[Recorded data]

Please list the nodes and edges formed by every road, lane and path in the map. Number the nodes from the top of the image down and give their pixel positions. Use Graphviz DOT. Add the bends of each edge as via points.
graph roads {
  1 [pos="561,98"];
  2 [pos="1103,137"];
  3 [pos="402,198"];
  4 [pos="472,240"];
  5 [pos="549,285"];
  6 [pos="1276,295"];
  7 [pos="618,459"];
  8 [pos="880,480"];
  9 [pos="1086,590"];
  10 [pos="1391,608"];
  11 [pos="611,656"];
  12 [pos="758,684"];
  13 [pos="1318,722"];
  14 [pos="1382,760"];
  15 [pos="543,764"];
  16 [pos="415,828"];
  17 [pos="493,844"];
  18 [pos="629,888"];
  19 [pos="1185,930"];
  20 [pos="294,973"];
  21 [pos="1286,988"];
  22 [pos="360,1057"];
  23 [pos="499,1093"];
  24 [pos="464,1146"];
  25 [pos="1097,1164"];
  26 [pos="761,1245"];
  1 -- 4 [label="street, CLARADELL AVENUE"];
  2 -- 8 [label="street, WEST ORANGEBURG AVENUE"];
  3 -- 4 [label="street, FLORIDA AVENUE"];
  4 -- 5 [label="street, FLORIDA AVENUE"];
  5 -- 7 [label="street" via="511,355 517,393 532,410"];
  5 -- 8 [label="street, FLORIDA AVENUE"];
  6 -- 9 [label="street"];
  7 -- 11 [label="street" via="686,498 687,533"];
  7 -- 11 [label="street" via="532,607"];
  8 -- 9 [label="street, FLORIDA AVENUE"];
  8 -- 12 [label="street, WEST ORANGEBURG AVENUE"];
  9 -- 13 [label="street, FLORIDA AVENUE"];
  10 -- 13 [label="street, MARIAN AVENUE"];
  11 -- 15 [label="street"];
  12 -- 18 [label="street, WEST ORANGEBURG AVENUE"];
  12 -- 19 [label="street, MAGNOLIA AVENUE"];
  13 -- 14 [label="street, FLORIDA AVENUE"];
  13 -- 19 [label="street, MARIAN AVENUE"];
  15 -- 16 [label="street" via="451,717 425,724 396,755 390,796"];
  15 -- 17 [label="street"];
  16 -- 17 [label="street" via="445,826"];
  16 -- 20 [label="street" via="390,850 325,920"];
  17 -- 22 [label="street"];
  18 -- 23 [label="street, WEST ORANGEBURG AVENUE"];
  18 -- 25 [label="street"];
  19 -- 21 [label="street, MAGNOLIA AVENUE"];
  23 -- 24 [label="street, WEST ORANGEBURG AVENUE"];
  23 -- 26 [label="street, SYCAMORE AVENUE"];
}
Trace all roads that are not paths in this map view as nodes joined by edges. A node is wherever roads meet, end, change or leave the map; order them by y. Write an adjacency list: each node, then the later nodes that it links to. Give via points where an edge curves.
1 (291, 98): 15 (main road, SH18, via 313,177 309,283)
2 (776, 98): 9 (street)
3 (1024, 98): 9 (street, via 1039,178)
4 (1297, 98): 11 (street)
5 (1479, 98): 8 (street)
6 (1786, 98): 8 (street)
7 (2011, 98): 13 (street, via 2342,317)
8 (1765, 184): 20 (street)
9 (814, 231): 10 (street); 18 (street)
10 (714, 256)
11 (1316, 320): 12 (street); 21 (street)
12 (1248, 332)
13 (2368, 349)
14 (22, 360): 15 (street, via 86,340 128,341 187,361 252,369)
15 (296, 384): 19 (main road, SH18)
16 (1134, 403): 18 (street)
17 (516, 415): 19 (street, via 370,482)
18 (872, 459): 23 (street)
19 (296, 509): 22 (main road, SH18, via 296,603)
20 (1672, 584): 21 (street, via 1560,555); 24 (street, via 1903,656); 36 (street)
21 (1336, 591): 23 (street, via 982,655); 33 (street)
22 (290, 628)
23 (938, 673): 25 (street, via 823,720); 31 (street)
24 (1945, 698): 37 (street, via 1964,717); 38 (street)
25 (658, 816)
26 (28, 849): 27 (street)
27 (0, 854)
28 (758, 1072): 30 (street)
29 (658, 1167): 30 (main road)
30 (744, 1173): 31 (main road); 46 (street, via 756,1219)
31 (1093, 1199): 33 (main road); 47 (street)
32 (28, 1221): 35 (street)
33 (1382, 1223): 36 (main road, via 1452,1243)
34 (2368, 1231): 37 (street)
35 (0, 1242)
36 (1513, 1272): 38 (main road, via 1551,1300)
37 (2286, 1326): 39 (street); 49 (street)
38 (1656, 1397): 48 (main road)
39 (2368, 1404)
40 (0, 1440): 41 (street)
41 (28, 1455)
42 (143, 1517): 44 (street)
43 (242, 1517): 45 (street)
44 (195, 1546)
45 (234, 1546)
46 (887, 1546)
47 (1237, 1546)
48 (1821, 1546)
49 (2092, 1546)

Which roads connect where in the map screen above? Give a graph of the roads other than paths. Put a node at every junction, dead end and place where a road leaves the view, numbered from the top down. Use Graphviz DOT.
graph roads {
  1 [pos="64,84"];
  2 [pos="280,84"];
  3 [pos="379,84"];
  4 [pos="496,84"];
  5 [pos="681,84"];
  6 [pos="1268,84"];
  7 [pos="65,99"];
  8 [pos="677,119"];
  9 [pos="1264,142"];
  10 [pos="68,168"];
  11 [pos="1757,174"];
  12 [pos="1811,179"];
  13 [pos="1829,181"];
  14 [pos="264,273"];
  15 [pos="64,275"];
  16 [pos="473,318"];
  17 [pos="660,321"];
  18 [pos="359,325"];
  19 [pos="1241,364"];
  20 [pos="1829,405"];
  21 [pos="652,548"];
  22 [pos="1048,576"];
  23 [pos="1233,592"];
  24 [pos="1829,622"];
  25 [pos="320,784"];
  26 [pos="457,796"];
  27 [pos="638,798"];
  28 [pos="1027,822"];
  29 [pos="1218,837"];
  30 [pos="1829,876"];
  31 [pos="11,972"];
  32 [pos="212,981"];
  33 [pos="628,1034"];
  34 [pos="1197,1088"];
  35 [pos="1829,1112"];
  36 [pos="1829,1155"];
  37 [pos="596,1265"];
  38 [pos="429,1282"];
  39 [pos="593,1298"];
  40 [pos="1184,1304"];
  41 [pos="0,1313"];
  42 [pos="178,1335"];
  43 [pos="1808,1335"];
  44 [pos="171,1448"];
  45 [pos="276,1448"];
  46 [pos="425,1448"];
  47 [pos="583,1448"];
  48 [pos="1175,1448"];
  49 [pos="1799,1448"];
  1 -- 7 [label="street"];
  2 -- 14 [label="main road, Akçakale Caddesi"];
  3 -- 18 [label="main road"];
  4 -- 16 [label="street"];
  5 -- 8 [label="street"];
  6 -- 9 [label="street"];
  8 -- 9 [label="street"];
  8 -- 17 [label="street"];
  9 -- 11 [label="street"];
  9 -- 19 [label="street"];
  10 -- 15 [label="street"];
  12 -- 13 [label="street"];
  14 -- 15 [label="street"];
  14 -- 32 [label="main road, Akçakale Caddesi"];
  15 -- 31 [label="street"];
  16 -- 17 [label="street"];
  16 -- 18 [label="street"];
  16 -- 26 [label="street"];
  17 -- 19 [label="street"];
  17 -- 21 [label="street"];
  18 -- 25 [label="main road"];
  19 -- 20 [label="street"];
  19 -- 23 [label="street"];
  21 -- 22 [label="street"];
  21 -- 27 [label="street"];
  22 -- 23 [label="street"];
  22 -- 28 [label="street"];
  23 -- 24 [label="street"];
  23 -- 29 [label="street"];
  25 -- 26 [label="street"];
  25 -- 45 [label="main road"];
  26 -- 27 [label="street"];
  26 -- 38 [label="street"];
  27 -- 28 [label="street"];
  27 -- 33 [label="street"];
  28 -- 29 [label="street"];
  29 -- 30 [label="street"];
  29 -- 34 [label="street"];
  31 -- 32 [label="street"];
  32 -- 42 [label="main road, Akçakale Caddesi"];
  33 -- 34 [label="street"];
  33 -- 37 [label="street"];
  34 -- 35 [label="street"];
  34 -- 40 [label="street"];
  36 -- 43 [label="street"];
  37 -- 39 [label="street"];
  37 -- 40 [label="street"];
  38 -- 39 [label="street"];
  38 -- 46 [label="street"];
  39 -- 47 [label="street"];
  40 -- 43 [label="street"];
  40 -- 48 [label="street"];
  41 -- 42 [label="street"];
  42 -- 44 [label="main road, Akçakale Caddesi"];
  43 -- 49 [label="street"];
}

[/Recorded data]

# [Directions]
Where a line of the data holds the word "edges", copy that line.

# [Answer for this exercise]
Please list the nodes and edges formed by every road, lane and path in the map. Number the nodes from the top of the image down and give their pixel positions. Use Graphviz DOT. Add the bends of each edge as via points.
Trace all roads that are not paths in this map view as nodes joined by edges. A node is wherever roads meet, end, change or leave the map; order them by y. Write an adjacency list: each node, then the later nodes that it links to. Give via points where an edge curves.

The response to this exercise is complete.